FILMS EN VOD
THE FEAST ***
(Gwledd) G.-B. 2021. Réal.: Lee Haven Jones. (Shadowz)
Cadi, une jeune femme qui travaille dans une auberge du village, est appelée pour servir les invités d’un dîner donné par une riche famille. La mère, originaire de la région, a hérité de la ferme de ses parents et, avec l’aide de son mari, y a construit une luxueuse demeure grâce aux juteux profits tirés de l’exploitation des richesses enfouies dans le sous-sol. Si tout semble parfaitement lisse au sein de la famille, Cadi ne tarde pas à découvrir que chacun des quatre membres cache des failles, des secrets et des vices. Elle-même est une créature étrange, et va bientôt être le déclencheur d’un drame terrifiant…

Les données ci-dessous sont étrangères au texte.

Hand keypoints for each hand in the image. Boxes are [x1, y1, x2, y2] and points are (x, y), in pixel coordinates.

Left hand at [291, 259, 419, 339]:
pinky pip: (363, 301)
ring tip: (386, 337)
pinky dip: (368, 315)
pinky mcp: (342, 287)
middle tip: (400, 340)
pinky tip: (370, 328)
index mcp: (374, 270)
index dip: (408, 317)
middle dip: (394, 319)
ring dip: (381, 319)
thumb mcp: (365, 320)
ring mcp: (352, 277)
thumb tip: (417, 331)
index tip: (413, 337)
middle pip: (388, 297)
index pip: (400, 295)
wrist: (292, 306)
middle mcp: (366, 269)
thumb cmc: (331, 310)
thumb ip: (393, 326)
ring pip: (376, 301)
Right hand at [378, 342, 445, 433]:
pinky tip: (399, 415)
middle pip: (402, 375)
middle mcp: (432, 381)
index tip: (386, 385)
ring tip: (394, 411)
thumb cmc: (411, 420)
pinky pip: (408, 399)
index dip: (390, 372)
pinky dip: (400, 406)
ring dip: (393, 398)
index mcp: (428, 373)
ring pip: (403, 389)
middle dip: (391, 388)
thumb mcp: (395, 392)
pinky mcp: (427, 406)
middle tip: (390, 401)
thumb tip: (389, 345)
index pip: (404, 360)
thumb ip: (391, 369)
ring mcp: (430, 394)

Réalisateur de séries télé (dont "Doctor Who"), Lee Haven Jones signe ici sa première mise en scène d’un long-métrage cinéma sur un scénario de Roger Williams avec lequel il avait réalisé son premier documentaire, Galesa, en 2015. Le résultat est digne d’éloges, entre drame psychologique au sein d’une famille dysfonctionnelle, critique écologiste de la société de consommation et body horror parfois extrême. Le long-métrage est porté par la grâce et l’étrangeté de l’actrice principale, Annes Elwy (Le Roi Arthur : le pouvoir d’Excalibur), dont on ne sait, tout le film durant, quel rôle elle sera amenée à jouer dans cette tragédie, ni ce qui l’anime réellement. S’appuyant sur des légendes locales et filmé en langue galloise, The Feast bénéficie d’une originalité de ton bienvenue, nous plongeant dans un univers de cauchemar dont on peine à s’extirper une fois passé le générique final. La grande force du film est de conserver tout du long une véritable élégance, rendant le "monstre" moins repoussant, finalement, que ceux qu’il punit atrocement pour le mal qu’ils font autour d’eux. Voilà un film d’horreur qui aborde le genre par la bande, à la manière d’un Ari Aster ou d’un Robert Eggers.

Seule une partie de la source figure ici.